Desde una perspectiva judeocristiana, resulta impensable que Salvador perdone a su amigo al descubrir que éste violó a Raquel cuando ella fue a visitarlo en la cárcel. De manera real (pero inconsciente) Raquel deseaba a Ernesto (por su vitalidad o por su ingenio) y Salvador debe aceptarlo: “lo que pasó no fue nada del otro mundo. Fue, entre tanto grito y tanto insulto, reencontrar a mi sombra…” (José Agustín, 2008, pág. 204) Al aceptar que Ernesto era su reflejo (pero en negativo), Salvador decide olvidar todo prejuicio moral para ofrecer su amada lo que ella buscaba en su amigo, pero también algo más. “porque si hubieras ido solamente a acostarte con él no habrías estado a punto de meterte un tiro en la cabeza, ¿no?” (José Agustín, 2008, pág. 205).

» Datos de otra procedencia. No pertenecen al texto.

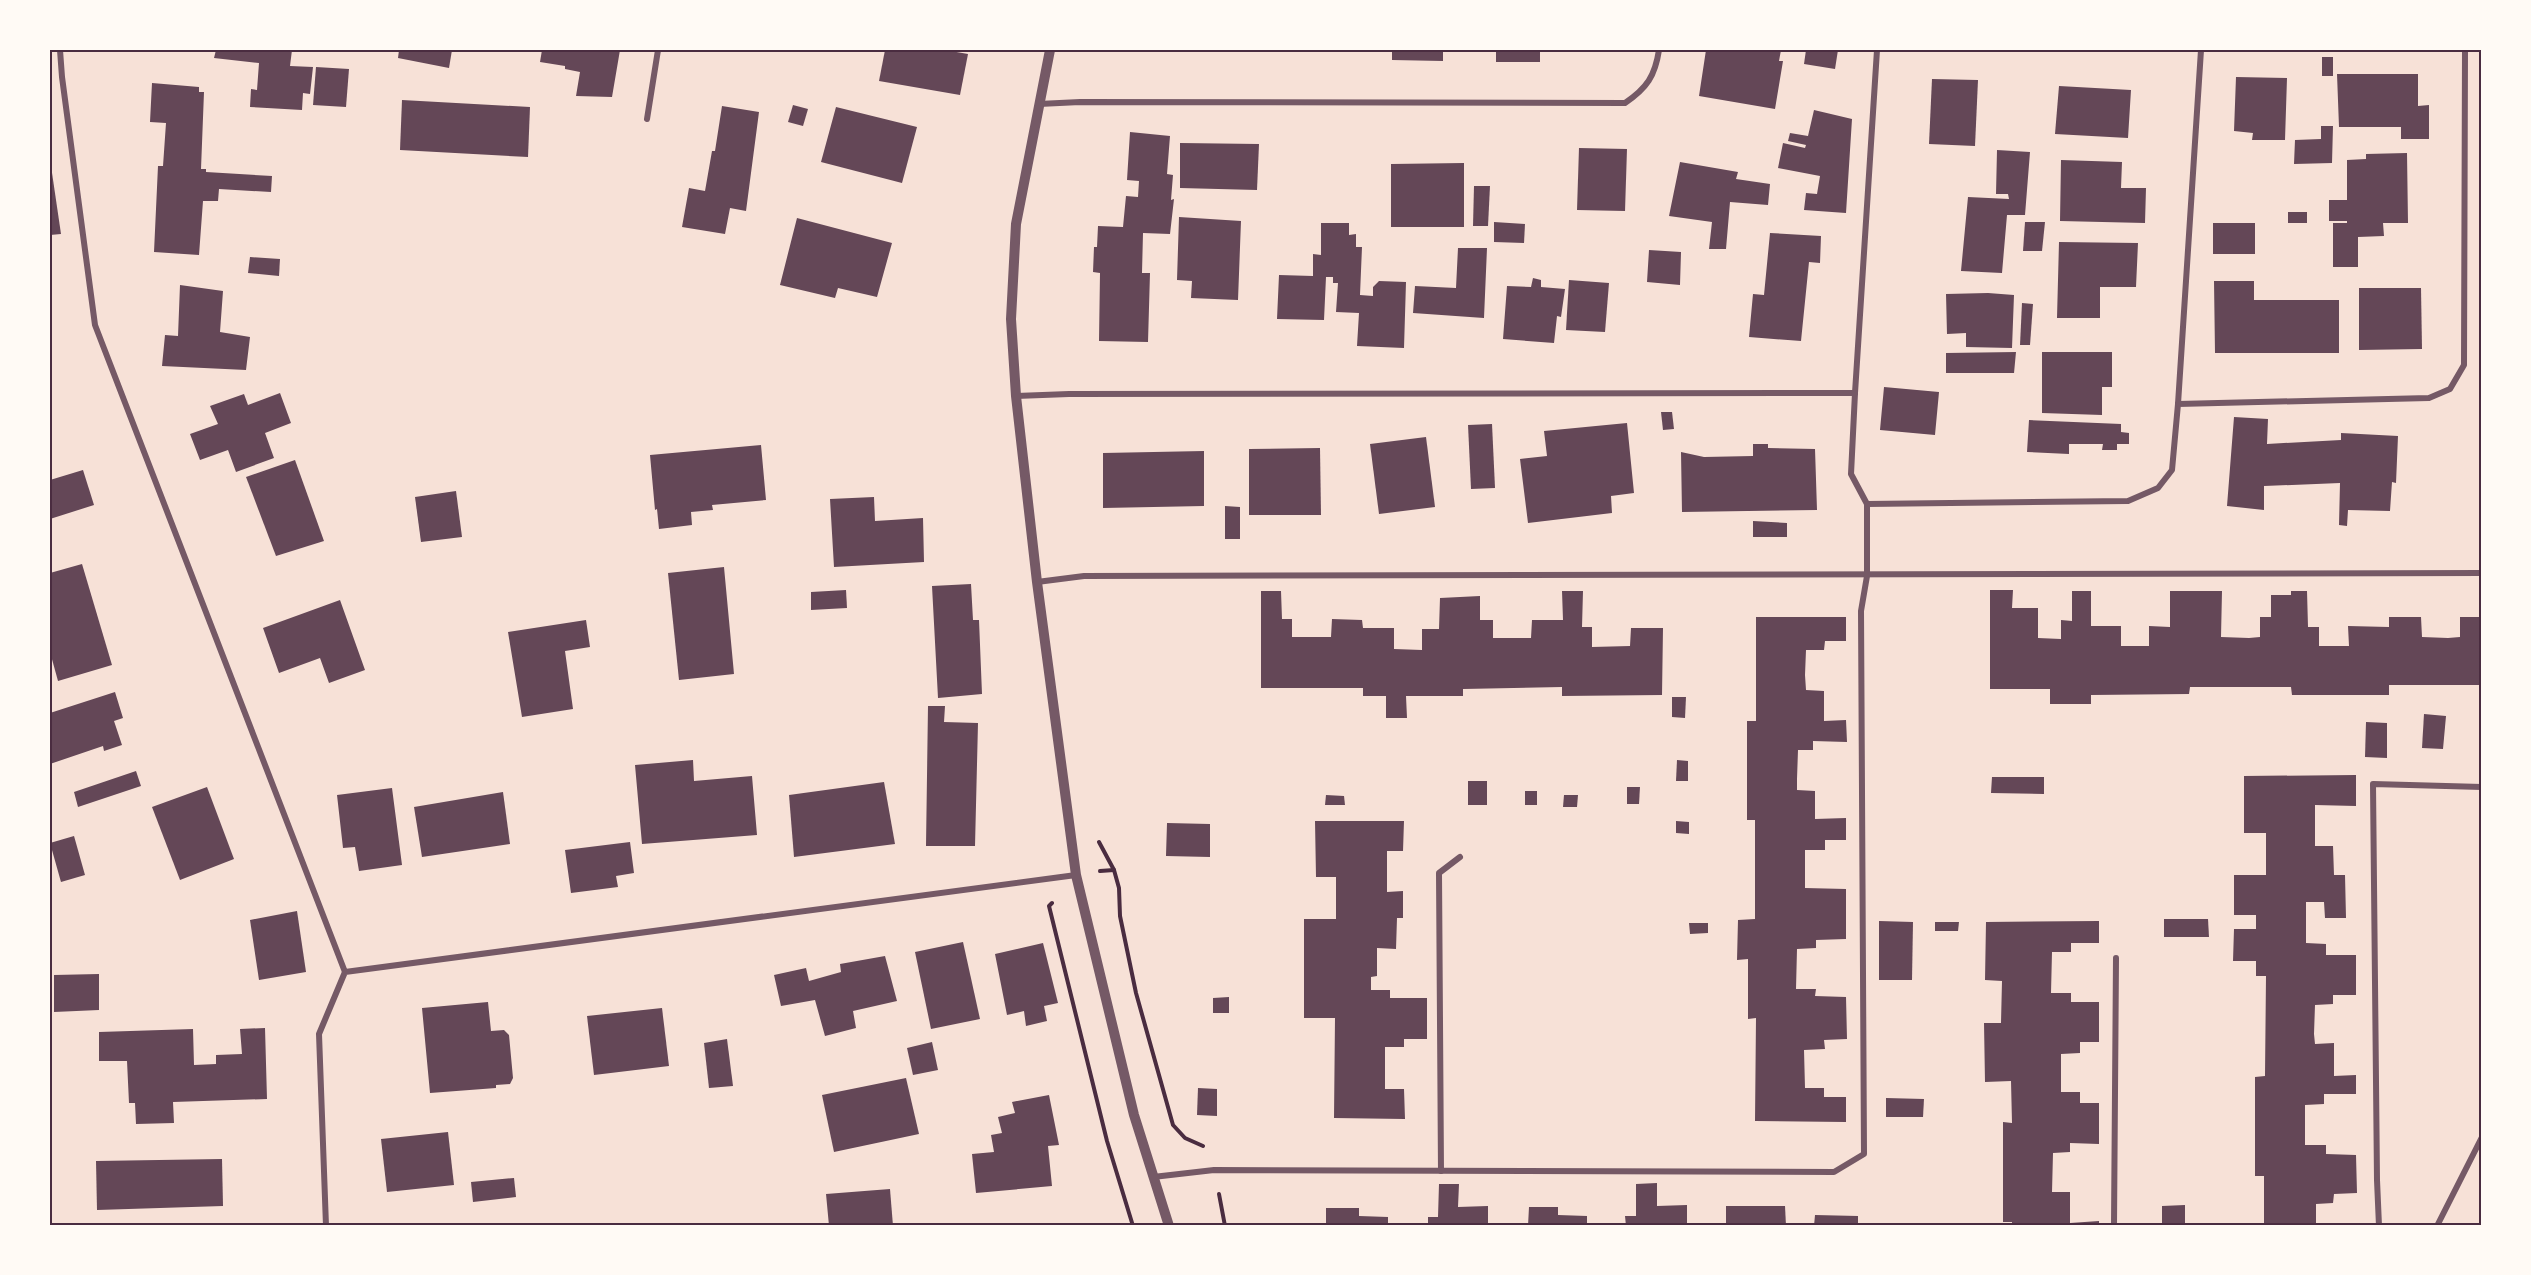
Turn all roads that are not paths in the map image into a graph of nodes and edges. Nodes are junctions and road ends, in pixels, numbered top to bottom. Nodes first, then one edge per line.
1 (60, 50) edge
2 (658, 50) edge
3 (1050, 50) edge
4 (1659, 50) edge
5 (1877, 50) edge
6 (2200, 50) edge
7 (2465, 50) edge
8 (1038, 104) junction
9 (647, 119) dead end
10 (1855, 393) junction
11 (1016, 396) junction
12 (2178, 404) junction
13 (1868, 504) junction
14 (2481, 573) edge
15 (1868, 576) junction
16 (1037, 582) junction
17 (2481, 787) edge
18 (1460, 857) dead end
19 (1076, 875) junction
20 (2115, 958) dead end
21 (345, 972) junction
22 (2481, 1137) edge
23 (1441, 1171) junction
24 (1153, 1177) junction
25 (326, 1226) edge
26 (1169, 1226) edge
27 (2114, 1226) edge
28 (2379, 1226) edge
29 (2437, 1226) edge

1 - 21 street
2 - 9 street
3 - 8 street
4 - 8 street
5 - 10 street
6 - 12 street
7 - 12 street
8 - 11 street
10 - 11 street
10 - 13 street
11 - 16 street
12 - 13 street
13 - 15 street
14 - 15 street
15 - 16 street
15 - 23 street
16 - 19 street
17 - 28 street
18 - 23 street
19 - 21 street
19 - 24 street
20 - 27 street
21 - 25 street
22 - 29 street
23 - 24 street
24 - 26 street

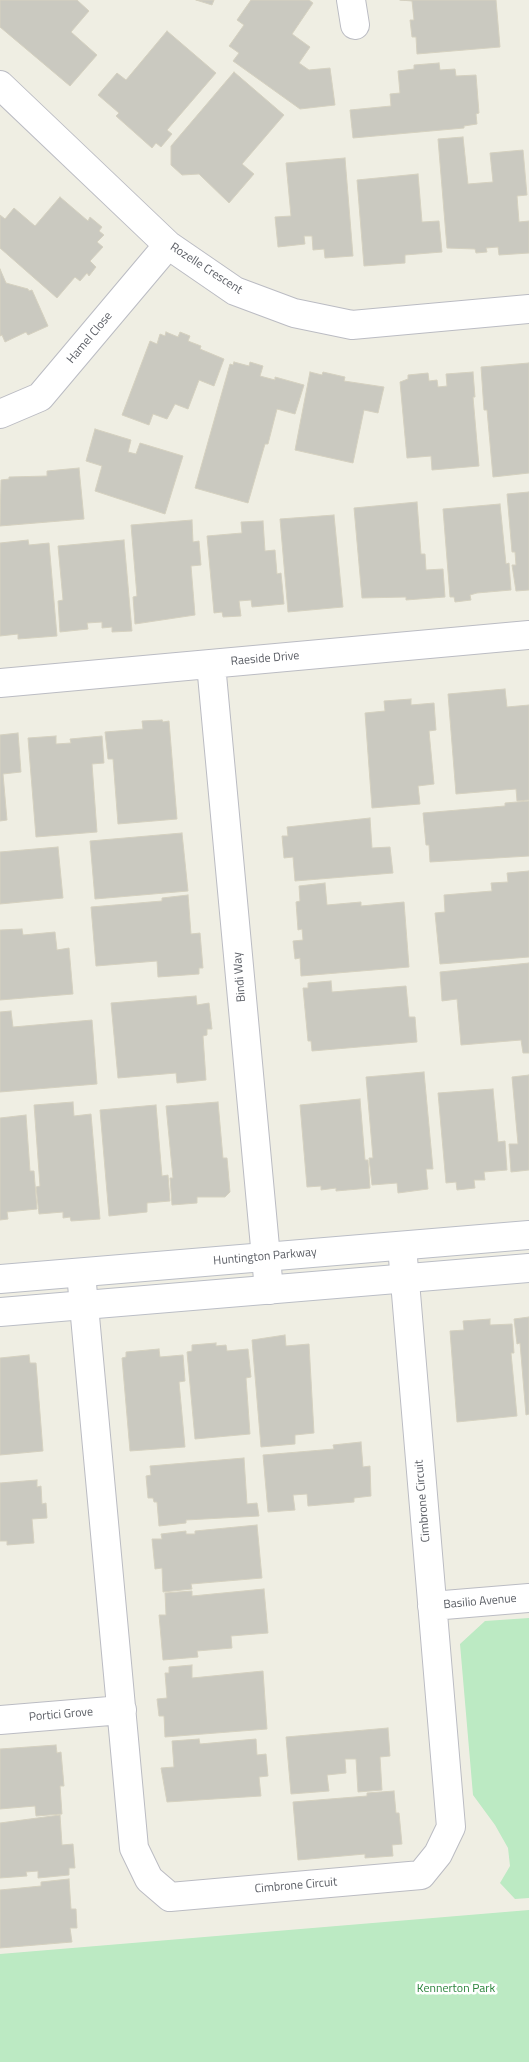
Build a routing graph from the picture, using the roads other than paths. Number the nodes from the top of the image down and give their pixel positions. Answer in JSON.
{"nodes":[{"id":1,"x":0,"y":85,"type":"edge"},
{"id":2,"x":168,"y":245,"type":"junction"},
{"id":3,"x":529,"y":309,"type":"edge"},
{"id":4,"x":0,"y":414,"type":"edge"},
{"id":5,"x":529,"y":634,"type":"edge"},
{"id":6,"x":212,"y":664,"type":"junction"},
{"id":7,"x":0,"y":683,"type":"edge"},
{"id":8,"x":529,"y":1235,"type":"edge"},
{"id":9,"x":402,"y":1246,"type":"junction"},
{"id":10,"x":265,"y":1257,"type":"junction"},
{"id":11,"x":529,"y":1268,"type":"edge"},
{"id":12,"x":81,"y":1273,"type":"junction"},
{"id":13,"x":404,"y":1278,"type":"junction"},
{"id":14,"x":0,"y":1280,"type":"edge"},
{"id":15,"x":269,"y":1290,"type":"junction"},
{"id":16,"x":84,"y":1304,"type":"junction"},
{"id":17,"x":0,"y":1312,"type":"edge"},
{"id":18,"x":529,"y":1598,"type":"edge"},
{"id":19,"x":432,"y":1606,"type":"junction"},
{"id":20,"x":122,"y":1710,"type":"junction"},
{"id":21,"x":0,"y":1720,"type":"edge"}],
"edges":[{"from":1,"to":2,"type":"street","name":"Rozelle Crescent"},
{"from":2,"to":3,"type":"street","name":"Rozelle Crescent"},
{"from":2,"to":4,"type":"street","name":"Hamel Close"},
{"from":5,"to":6,"type":"street","name":"Raeside Drive"},
{"from":6,"to":7,"type":"street","name":"Raeside Drive"},
{"from":6,"to":10,"type":"street","name":"Bindi Way"},
{"from":8,"to":9,"type":"street","name":"Huntington Parkway"},
{"from":9,"to":10,"type":"street","name":"Huntington Parkway"},
{"from":9,"to":13,"type":"street","name":"Cimbrone Circuit"},
{"from":10,"to":12,"type":"street","name":"Huntington Parkway"},
{"from":10,"to":15,"type":"street","name":"Bindi Way"},
{"from":11,"to":13,"type":"street"},
{"from":12,"to":14,"type":"street","name":"Huntington Parkway"},
{"from":12,"to":16,"type":"street","name":"Cimbrone Circuit"},
{"from":13,"to":15,"type":"street"},
{"from":13,"to":19,"type":"street","name":"Cimbrone Circuit"},
{"from":15,"to":16,"type":"street"},
{"from":16,"to":17,"type":"street"},
{"from":16,"to":20,"type":"street","name":"Cimbrone Circuit"},
{"from":18,"to":19,"type":"street","name":"Basilio Avenue"},
{"from":19,"to":20,"type":"street","name":"Cimbrone Circuit"},
{"from":20,"to":21,"type":"street","name":"Portici Grove"}]}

Incapaz de refutarlo, Raquel lo besa y la novela culmina con una hermosa escena de amor carnal: cuando juntos alcanzan la iluminación erótica de los cuerpos, es decir “el nexo más misterioso e insondable, más vivo y más gozoso” (José Agustín, 2008, pág. 207) que las creaturas pueden establecer entre sí y con el Mundo.
*
Releída la novela, pasó algún tiempo antes de que entendiera su relación con el oráculo del I Ching y con mi pregunta. Si el hexagrama 45, Ts’ui, me recomendaba acudir a José Agustín, el “gran hombre”, para entender el papel de la literatura en la (post) pandemia, ¿cuál era la lección que ofrece El rey se acerca a su templo? De inicio me impresionó que se tratara de una historia de amor, un género que ha sido muchas veces sobrevalorado, pero muy infravalorado en las últimas décadas. Unos pocos autores, como Milan Kundera y Juan García Ponce, lo han mantenido vigente, con perspectivas filosóficas distintas, pero complementarias. En la novela de José Agustín, la lección filosófica/literaria se expresa a través de un triángulo amoroso, cuyas peripecias se ven transfiguradas por el oficio del autor y una cosmovisión nutrida en el orientalismo propio de la contracultura.
Para entender la relevancia de este “romance filosófico”, hacía falta una sincronía más: que yo leyera, unos días antes de que falleciera José Agustín, un texto muy revelador de Luis Villoro. Este ensayo, titulado “Soledad y comunión” (Villoro, 2023), plantea un dilema central de la existencia moderna que también aborda El rey entra a su templo: la radical soledad del individuo como sujeto. El desamparo de un Yo frente a un Él (el otro, el mundo). Ante esta extrañeza, ante esta antipatía del Yo frente al Él, surge la simpatía por el Tú: el anhelo de una comunión entre el Yo y el Tú (siempre incierta e inestable) que atenúe o confronte sus relaciones con lo Otro, con lo ajeno, con ese otro que es la sombra del Yo. Acaso en eso resida la lección de El rey se acerca a su templo: la esperanza de que la comunión (este Amor) entre el Tú y el Yo y el Él (Raquel, Salvador y Ernesto) ilumine nuestras relaciones con el prójimo, con el mundo, con todo aquello que nos resulta propio y con todo aquello que nos resulta ajeno.
Bibliografía
I Ching. El libro de las mutaciones. (1988). Buenos Aires: Editorial Sudamericana.
José Agustín. (2008). El rey se acerca a su templo. México: DeBolsillo.
Kwon Tae, J. (1998). La presencia del I Ching en la obra de Octavio Paz, Salvador Elizondo y José Agustín. Guadalajara: Universidad de Guadalajara.
Villoro, L. (2023). La razón disruptiva. Antología. México: Debate.